In only her second feature as a director, Angelina Jolie showcases that she is serious about focusing more on directing. The film is beautifully shot. She also gets some pretty good performances from the actors. Louie Zamperini is portrayed by British actor Jack O’Connell who is fantastic in the film. O’Connell is a star on the rise and definitely did the part justice. The script had some help from the popular brothers Joel and Ethan Coen, who with a few other writers had the hard task of turning the book into a 2 hour and 17 minute movie.
“Unbroken” is a very good film but it is not a great film. I can see why it was not nominated for a Golden Globe Award for best film like the studio was hoping. The story itself is so good that it can’t help but inspire audiences. Most studios in Hollywood could have pulled this movie off since it is such a great story. It almost feels like a well-done documentary would have had the same effect as the movie did. There was a lot the film did right and some things it did not.
What's in it?
The first half of the movie including the part lost at sea was done incredibly well. There is great character development and it is an emotional ride of engaging ups and downs. You really start to get to know and love Zamperini. The second half is where it started lacking the fire that would have made this a great movie. It may be that the reality of the true story isn’t meant for the big screen. In the second half of the movie, as Zamperini endlessly suffers and is tortured, the punishment and harsh treatment becomes so routine that a viewer may easily become emotionally numb to what must have been a horrifying and agonizing experience. Not to say they should not have shown all the afflictions he had, but not much breaks up all the punishment he took while in the prison. It was an ambitious feat to take on so much material and try to squeeze it into a two-hour movie.

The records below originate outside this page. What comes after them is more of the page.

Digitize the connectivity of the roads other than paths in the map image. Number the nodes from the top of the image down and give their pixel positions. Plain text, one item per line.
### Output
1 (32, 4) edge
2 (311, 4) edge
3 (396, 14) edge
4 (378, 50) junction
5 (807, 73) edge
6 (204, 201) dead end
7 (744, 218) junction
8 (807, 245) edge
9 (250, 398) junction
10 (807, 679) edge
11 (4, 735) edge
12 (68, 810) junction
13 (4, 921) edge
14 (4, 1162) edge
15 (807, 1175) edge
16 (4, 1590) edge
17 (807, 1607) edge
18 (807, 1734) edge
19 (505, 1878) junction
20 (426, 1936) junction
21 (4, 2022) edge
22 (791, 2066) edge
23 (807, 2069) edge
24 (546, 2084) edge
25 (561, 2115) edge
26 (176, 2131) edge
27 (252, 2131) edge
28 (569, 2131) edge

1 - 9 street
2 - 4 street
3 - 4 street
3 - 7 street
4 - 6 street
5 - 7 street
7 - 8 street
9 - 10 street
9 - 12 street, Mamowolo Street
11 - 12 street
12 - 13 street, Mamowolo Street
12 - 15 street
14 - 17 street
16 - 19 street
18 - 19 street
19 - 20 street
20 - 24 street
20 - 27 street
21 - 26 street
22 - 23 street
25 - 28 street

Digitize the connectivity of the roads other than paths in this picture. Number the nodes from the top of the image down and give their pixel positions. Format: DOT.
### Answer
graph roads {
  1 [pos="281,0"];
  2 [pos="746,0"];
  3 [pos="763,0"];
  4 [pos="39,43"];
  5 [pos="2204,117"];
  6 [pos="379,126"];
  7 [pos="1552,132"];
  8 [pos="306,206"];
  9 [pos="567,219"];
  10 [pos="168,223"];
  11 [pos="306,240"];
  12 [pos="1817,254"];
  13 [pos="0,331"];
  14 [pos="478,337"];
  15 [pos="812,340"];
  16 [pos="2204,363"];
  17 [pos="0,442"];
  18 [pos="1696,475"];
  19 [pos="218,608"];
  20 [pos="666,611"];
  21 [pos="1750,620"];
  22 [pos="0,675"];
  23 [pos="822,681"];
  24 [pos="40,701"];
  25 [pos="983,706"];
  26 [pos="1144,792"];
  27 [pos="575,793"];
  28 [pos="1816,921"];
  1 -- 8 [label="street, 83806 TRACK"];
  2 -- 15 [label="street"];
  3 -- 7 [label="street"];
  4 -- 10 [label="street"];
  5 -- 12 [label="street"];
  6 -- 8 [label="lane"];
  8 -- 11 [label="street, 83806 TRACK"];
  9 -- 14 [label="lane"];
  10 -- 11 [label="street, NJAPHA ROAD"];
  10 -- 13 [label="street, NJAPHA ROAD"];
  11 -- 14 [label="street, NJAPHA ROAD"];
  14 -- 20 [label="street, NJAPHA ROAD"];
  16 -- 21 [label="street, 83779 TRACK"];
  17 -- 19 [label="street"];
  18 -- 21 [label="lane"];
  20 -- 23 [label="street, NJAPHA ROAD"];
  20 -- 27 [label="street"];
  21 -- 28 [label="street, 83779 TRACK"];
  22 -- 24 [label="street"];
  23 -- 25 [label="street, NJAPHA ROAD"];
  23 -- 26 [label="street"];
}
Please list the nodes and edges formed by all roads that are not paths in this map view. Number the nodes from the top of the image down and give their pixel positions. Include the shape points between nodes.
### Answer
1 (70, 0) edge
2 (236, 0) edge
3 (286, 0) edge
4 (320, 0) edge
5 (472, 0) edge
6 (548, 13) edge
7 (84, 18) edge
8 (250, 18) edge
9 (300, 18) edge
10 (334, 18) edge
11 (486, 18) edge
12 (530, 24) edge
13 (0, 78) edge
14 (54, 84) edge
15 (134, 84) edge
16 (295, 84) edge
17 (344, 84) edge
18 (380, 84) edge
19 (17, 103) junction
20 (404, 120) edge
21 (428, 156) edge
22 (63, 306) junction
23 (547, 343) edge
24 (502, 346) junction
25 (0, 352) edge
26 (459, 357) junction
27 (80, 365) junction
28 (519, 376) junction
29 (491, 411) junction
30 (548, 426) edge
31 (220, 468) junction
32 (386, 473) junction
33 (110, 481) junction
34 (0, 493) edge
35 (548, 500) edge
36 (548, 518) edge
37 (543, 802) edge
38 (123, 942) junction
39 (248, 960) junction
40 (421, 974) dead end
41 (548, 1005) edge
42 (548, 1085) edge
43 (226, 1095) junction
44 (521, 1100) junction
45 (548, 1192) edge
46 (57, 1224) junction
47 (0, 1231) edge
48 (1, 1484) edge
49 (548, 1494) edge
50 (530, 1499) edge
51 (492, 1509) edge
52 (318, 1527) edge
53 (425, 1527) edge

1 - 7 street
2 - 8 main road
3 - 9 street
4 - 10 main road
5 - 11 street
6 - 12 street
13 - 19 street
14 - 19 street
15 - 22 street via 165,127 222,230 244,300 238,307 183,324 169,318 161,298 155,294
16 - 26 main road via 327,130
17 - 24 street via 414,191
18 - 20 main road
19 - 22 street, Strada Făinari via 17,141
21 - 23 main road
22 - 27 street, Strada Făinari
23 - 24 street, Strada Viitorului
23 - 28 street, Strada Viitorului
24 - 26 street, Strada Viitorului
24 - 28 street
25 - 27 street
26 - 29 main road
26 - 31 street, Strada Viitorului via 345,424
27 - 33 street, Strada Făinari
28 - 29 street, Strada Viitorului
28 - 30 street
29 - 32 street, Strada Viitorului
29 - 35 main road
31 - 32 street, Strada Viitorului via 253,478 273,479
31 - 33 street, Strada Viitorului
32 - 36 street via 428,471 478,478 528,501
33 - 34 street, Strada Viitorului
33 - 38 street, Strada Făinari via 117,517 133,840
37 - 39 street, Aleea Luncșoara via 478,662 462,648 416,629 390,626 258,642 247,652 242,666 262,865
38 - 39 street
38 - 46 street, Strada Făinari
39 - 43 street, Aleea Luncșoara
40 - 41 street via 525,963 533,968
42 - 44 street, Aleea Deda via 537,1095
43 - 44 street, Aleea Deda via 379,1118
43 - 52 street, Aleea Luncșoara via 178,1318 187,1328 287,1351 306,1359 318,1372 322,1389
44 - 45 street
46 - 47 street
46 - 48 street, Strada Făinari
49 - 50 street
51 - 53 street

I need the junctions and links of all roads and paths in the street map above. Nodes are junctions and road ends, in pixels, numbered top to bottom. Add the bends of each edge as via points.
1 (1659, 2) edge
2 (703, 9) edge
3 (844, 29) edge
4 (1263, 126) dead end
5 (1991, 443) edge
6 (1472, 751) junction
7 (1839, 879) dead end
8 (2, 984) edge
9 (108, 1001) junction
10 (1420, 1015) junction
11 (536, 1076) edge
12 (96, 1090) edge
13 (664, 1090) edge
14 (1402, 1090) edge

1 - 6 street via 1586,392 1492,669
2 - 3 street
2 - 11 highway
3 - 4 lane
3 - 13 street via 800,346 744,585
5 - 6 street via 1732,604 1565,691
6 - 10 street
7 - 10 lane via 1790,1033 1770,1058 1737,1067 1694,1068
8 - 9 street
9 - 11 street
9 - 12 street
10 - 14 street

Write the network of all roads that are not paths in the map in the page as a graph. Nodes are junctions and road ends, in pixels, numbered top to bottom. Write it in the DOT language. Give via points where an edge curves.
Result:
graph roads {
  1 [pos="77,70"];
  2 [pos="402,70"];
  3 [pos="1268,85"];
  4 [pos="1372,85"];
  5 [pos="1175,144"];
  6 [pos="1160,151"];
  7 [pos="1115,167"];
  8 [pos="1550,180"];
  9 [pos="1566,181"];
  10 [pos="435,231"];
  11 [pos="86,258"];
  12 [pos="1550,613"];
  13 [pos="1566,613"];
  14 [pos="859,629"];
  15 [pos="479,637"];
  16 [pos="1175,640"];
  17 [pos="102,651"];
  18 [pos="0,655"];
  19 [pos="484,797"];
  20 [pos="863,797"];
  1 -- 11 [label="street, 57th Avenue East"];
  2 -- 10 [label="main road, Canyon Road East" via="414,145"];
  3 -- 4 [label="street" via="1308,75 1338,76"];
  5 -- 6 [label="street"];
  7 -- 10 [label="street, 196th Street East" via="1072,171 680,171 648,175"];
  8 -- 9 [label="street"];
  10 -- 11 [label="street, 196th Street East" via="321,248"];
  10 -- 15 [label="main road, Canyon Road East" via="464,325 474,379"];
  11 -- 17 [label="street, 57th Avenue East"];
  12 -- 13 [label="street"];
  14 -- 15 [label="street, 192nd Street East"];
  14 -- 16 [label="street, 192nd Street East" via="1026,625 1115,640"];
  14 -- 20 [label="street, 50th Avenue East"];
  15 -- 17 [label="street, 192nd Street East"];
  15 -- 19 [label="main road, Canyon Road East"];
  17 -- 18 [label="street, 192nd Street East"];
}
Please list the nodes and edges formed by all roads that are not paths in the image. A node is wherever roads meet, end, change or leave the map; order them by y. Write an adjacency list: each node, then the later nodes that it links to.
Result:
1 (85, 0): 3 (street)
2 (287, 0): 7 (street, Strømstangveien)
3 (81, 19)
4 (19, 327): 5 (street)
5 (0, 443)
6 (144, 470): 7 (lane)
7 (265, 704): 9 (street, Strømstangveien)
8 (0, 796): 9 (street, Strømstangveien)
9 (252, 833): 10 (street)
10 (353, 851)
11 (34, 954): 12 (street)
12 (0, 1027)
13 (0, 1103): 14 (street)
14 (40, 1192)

At the end of the film there is text on the screen explaining what happened to Zamperini following the war. It would have been great to see a little of that in the movie itself. It would have brought everything home.
Will I like it?
“Unbroken” is still a fine film and it is worth full price of admission. You will leave the theater inspired and will have more love and respect for the men and women who served and still serve our country. Louie Zamperini passed away earlier this year and this movie is a great tribute to him and all he stood for.
Although rated PG-13, “Unbroken” has some pretty heavy subject matter that may not be suitable for children. The violence against Zamperini is hard to watch at times.